Saturday, June 13, 2015

Java RegEx: How to replace all with pre-processing on a captured group

Need to replace all occurances of a pattern text and replace it with a captured group? Something like this in Java works nicely:

       
        String html = "<a href='myurl?id=1123'>myurl</a>\n" +
                "<a href='myurl2?id=2123'>myurl2</a>\n" +
                "<a href='myurl3?id=3123'>myurl3</a>";
        html = html.replaceAll("id=(\\w+)'?", "productId=$1'");


Here I swapped the query name from "id" to "productId" on all the links that matched my criteria. But what happen if I needed to pre-process the captured ID value before replacing it? Let's say now I want to do a lookup and transform the ID value to something else?

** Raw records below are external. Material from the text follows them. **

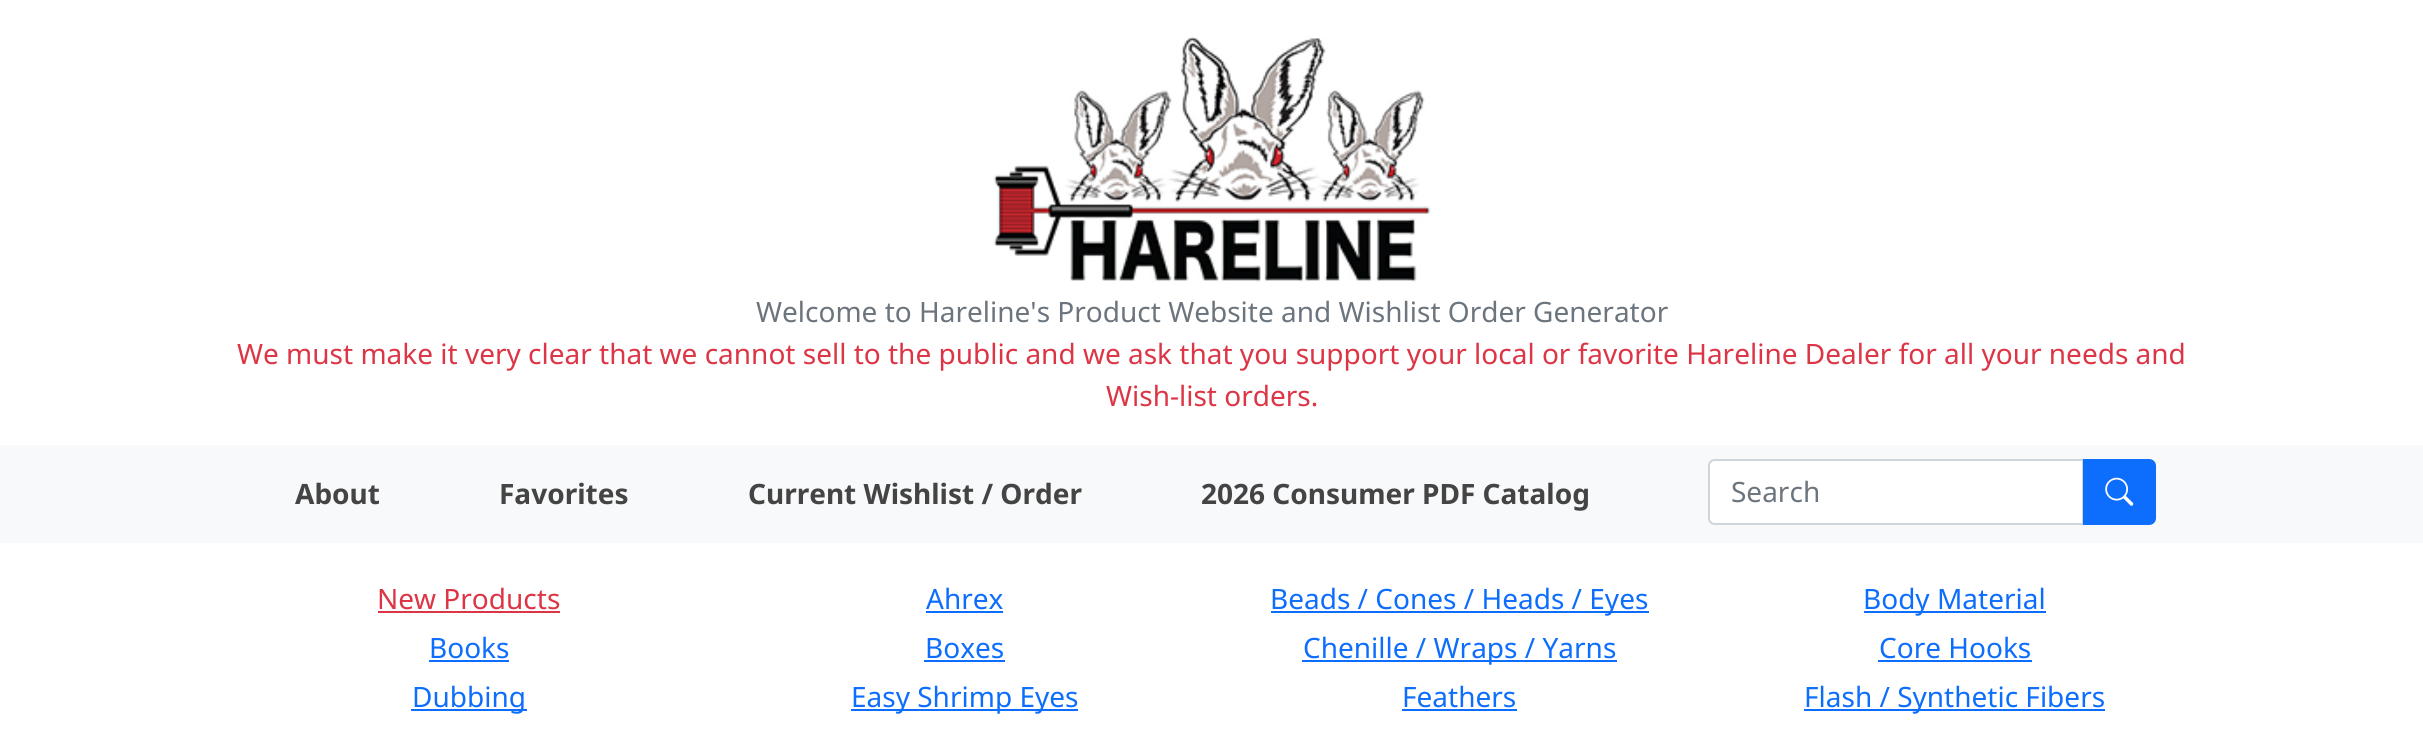 import math
import cairo


def use_color(cr, r, g, b):
  cr.set_source_rgb(r / 255, g / 255, b / 255)

def text(cr, x, y, s, family, size, color, bold=False, italic=False):
  cr.select_font_face(family, cairo.FONT_SLANT_ITALIC if italic else cairo.FONT_SLANT_NORMAL, cairo.FONT_WEIGHT_BOLD if bold else cairo.FONT_WEIGHT_NORMAL)
  cr.set_font_size(size)
  use_color(cr, *color)
  cr.move_to(x, y)
  cr.show_text(s)

def box(cr, x, y, w, h, *color):
  use_color(cr, *color)
  cr.rectangle(x, y, w, h)
  cr.fill()

def picture(cr, path, x, y, w, h):
  cr.save()
  cr.set_source_surface(cairo.ImageSurface.create_from_png(path), x, y)
  cr.rectangle(x, y, w, h)
  cr.fill()
  cr.restore()

def draw(cr):
  use_color(cr, 255, 255, 255)
  cr.paint()
  picture(cr, "img_01.png", 993, 36, 438, 246)
  box(cr, 0, 445, 2423, 98, 248, 249, 250)
  use_color(cr, 255, 255, 255)
  cr.new_path()
  cr.move_to(1715, 460)
  cr.line_to(2083, 460)
  cr.line_to(2083, 524)
  cr.line_to(1715, 524)
  cr.curve_to(1711.5, 524, 1709, 521.5, 1709, 518)
  cr.line_to(1709, 466)
  cr.curve_to(1709, 462.5, 1711.5, 460, 1715, 460)
  cr.close_path()
  cr.fill_preserve()
  use_color(cr, 206, 212, 218)
  cr.stroke()
  use_color(cr, 13, 110, 253)
  cr.new_path()
  cr.move_to(2084, 460)
  cr.line_to(2149, 460)
  cr.curve_to(2152.5, 460, 2155, 462.5, 2155, 466)
  cr.line_to(2155, 518)
  cr.curve_to(2155, 521.5, 2152.5, 524, 2149, 524)
  cr.line_to(2084, 524)
  cr.close_path()
  cr.fill_preserve()
  cr.stroke()
  picture(cr, "img_02.png", 2105, 477, 29, 29)
  box(cr, 378, 611, 182, 2, 220, 53, 69)
  box(cr, 926, 611, 77, 2, 13, 110, 253)
  box(cr, 1271, 611, 378, 2, 13, 110, 253)
  box(cr, 1864, 611, 182, 2, 13, 110, 253)
  box(cr, 429, 660, 80, 2, 13, 110, 253)
  box(cr, 924, 660, 81, 2, 13, 110, 253)
  box(cr, 1302, 660, 315, 2, 13, 110, 253)
  box(cr, 1878, 660, 154, 2, 13, 110, 253)
  box(cr, 411, 709, 116, 2, 13, 110, 253)
  box(cr, 851, 709, 227, 2, 13, 110, 253)
  box(cr, 1402, 709, 115, 2, 13, 110, 253)
  box(cr, 1804, 709, 301, 2, 13, 110, 253)
  text(cr, 756, 322, "Welcome to Hareline's Product Website and Wishlist Order Generator", "Noto Sans", 28, (108, 117, 125))
  text(cr, 237, 364, "We must make it very clear that we cannot sell to the public and we ask that you support your local or favorite Hareline Dealer for all your needs and", "Noto Sans", 28, (220, 53, 69))
  text(cr, 1106, 406, "Wish-list orders.", "Noto Sans", 28, (220, 53, 69))
  text(cr, 295, 504, "About", "Noto Sans", 28, (68, 68, 68), bold=True)
  text(cr, 499, 504, "Favorites", "Noto Sans", 28, (68, 68, 68), bold=True)
  text(cr, 748, 504, "Current Wishlist / Order", "Noto Sans", 28, (68, 68, 68), bold=True)
  text(cr, 1201, 504, "2026 Consumer PDF Catalog", "Noto Sans", 28, (68, 68, 68), bold=True)
  text(cr, 1731, 502, "Search", "Noto Sans", 28, (108, 117, 125))
  text(cr, 377, 609, "New Products", "Noto Sans", 28, (220, 53, 69))
  text(cr, 926, 609, "Ahrex", "Noto Sans", 28, (13, 110, 253))
  text(cr, 1270, 609, "Beads / Cones / Heads / Eyes", "Noto Sans", 28, (13, 110, 253))
  text(cr, 1863, 609, "Body Material", "Noto Sans", 28, (13, 110, 253))
  text(cr, 429, 658, "Books", "Noto Sans", 28, (13, 110, 253))
  text(cr, 925, 658, "Boxes", "Noto Sans", 28, (13, 110, 253))
  text(cr, 1303, 658, "Chenille / Wraps / Yarns", "Noto Sans", 28, (13, 110, 253))
  text(cr, 1879, 658, "Core Hooks", "Noto Sans", 28, (13, 110, 253))
  text(cr, 412, 707, "Dubbing", "Noto Sans", 28, (13, 110, 253))
  text(cr, 851, 707, "Easy Shrimp Eyes", "Noto Sans", 28, (13, 110, 253))
  text(cr, 1402, 707, "Feathers", "Noto Sans", 28, (13, 110, 253))
  text(cr, 1804, 707, "Flash / Synthetic Fibers", "Noto Sans", 28, (13, 110, 253))


surface = cairo.ImageSurface(cairo.FORMAT_RGB24, 2423, 746)
cr = cairo.Context(surface)
options = cairo.FontOptions()
options.set_hint_metrics(cairo.HINT_METRICS_OFF)
options.set_hint_style(cairo.HINT_STYLE_NONE)
cr.set_font_options(options)
cr.set_miter_limit(4)
draw(cr)
surface.write_to_png("out.png")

This extra requirement would lead us to dig deeper into Java RegEx package. Here is what I come up with:

import java.util.regex.*;
...
    public String replaceAndLookupIds(String html) {
        StringBuffer newHtml = new StringBuffer();
        Pattern p = Pattern.compile("id=(\\w+)'?");
        Matcher m = p.matcher(html);
        while (m.find()) {
            String id= m.group(1);
            String newId = lookup(id);
            String rep = "productId=" + newId + "'";
            m.appendReplacement(newHtml, rep);
        }
        m.appendTail(newHtml);
        return newHtml.toString();
    }